* _PROVIDED MATERIAL_

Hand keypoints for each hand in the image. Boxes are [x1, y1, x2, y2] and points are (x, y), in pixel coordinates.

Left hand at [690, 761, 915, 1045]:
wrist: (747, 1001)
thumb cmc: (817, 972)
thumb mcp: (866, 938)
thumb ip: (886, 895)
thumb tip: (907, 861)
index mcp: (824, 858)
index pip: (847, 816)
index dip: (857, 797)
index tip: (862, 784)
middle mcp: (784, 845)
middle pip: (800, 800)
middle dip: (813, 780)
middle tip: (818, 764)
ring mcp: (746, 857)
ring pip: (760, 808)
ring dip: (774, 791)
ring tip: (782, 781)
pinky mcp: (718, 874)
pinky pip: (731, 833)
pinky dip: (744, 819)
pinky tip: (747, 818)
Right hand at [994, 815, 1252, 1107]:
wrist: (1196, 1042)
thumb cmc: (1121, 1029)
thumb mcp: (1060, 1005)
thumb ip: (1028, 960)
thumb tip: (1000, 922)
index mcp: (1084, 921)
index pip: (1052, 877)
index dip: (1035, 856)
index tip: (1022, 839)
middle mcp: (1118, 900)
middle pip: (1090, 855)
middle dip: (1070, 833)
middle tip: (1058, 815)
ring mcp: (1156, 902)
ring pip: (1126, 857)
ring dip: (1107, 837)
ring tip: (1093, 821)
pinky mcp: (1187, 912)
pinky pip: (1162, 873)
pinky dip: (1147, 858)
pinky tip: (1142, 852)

...

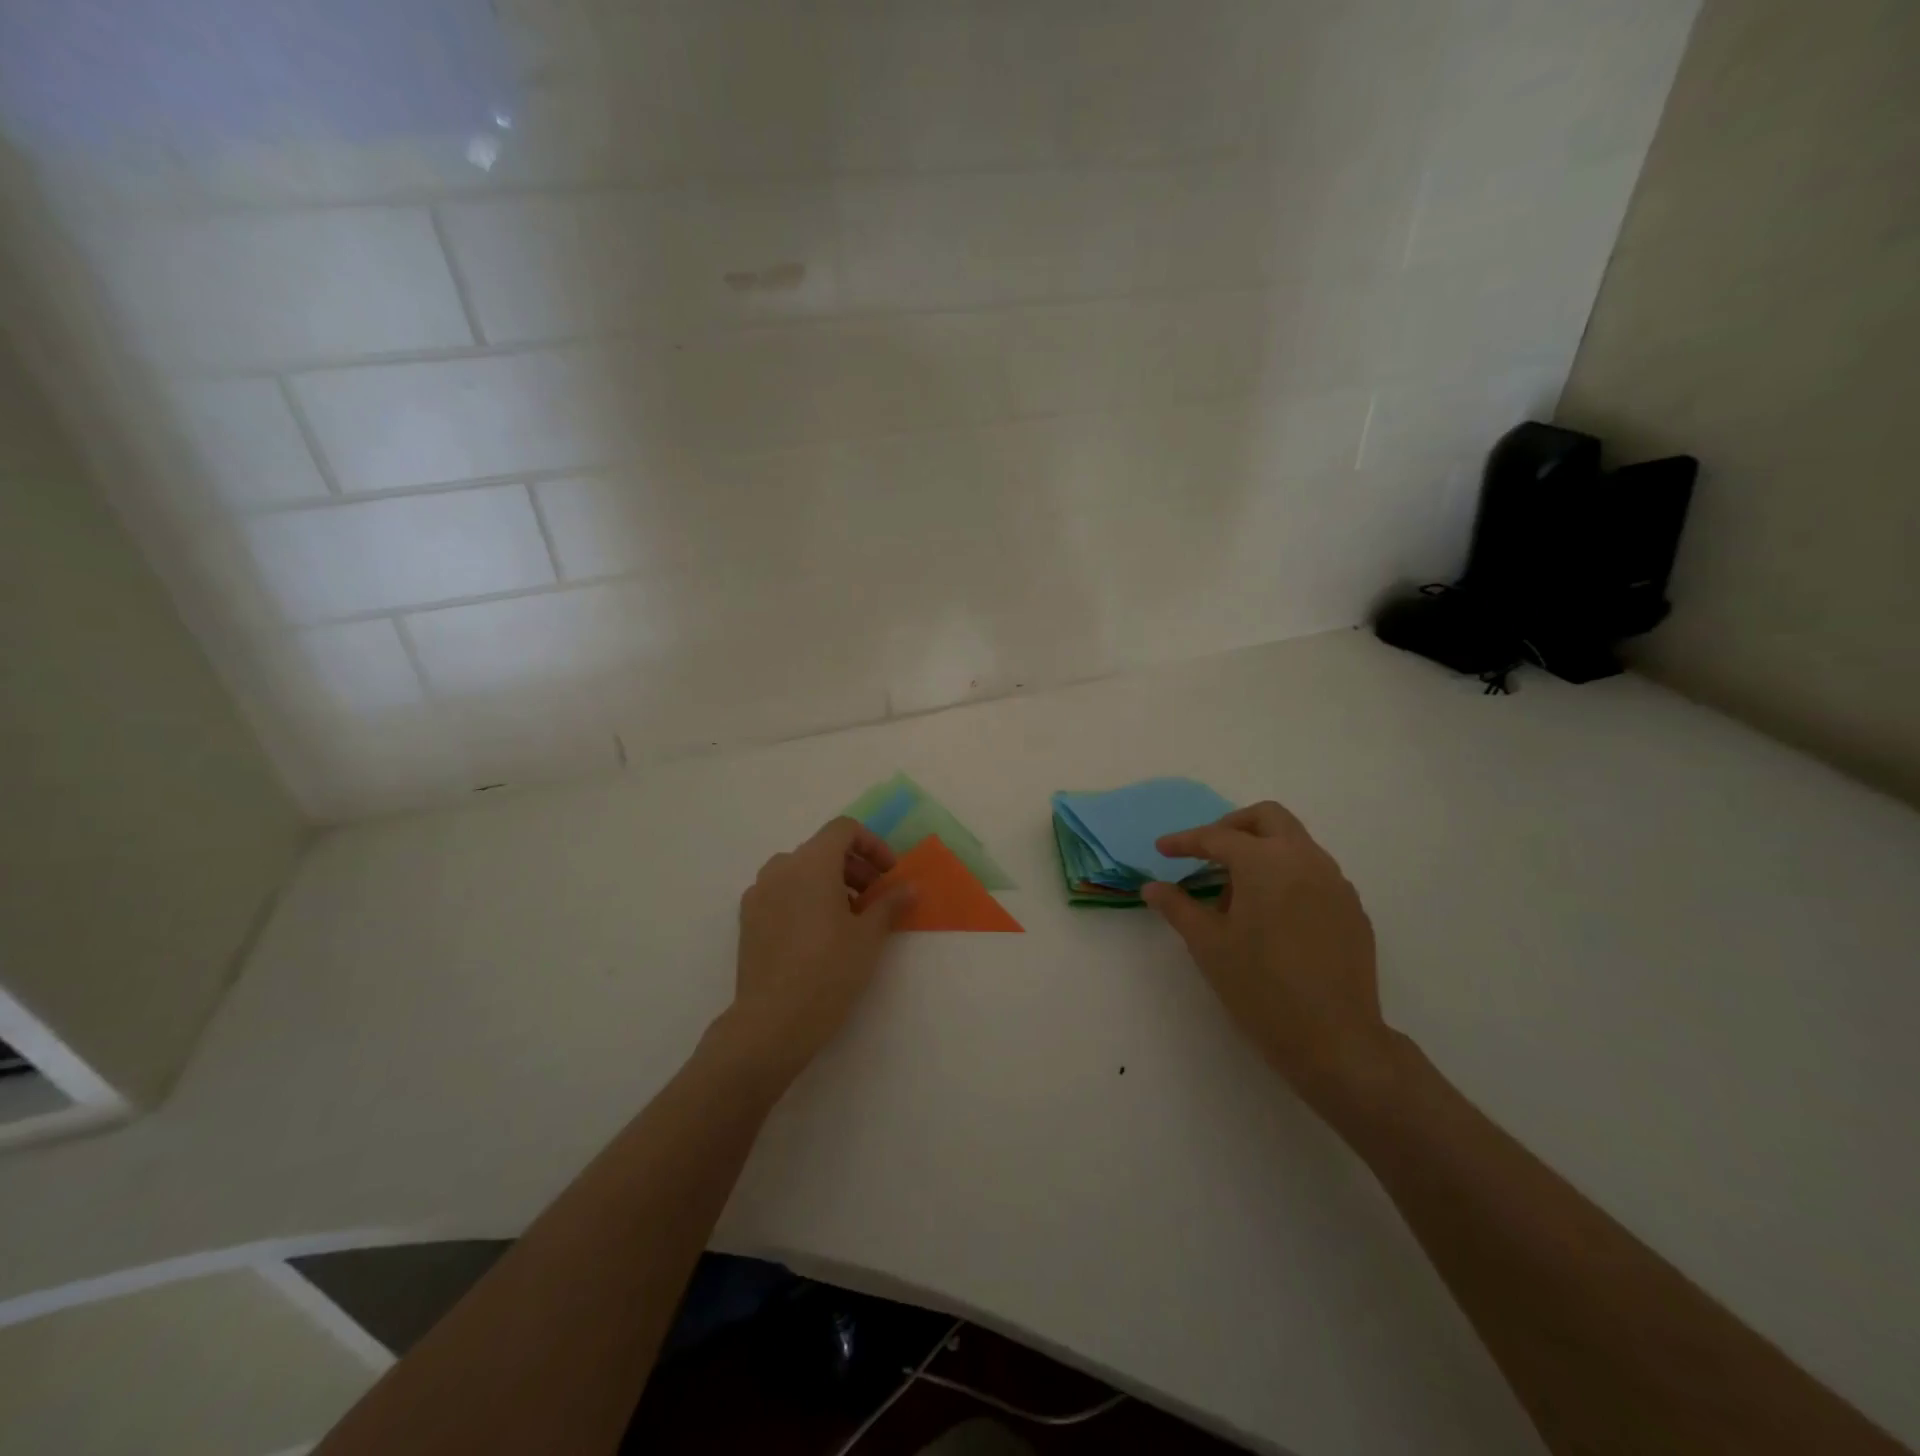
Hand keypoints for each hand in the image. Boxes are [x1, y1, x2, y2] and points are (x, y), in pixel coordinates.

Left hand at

* _PROBLEM REQUIREMENTS_
Beginning at the line with "pinky mcp: (718, 874)" and stopping after the line with "middle tip: (1058, 815)", please write out every line of the data above exactly and nothing else.

* _FINISHED EXERCISE_
pinky mcp: (718, 874)
pinky pip: (731, 833)
pinky dip: (744, 819)
pinky tip: (747, 818)
Right hand at [994, 815, 1252, 1107]:
wrist: (1196, 1042)
thumb cmc: (1121, 1029)
thumb mcp: (1060, 1005)
thumb ip: (1028, 960)
thumb tip: (1000, 922)
index mcp: (1084, 921)
index pip: (1052, 877)
index dip: (1035, 856)
index tip: (1022, 839)
middle mcp: (1118, 900)
middle pip: (1090, 855)
middle dip: (1070, 833)
middle tip: (1058, 815)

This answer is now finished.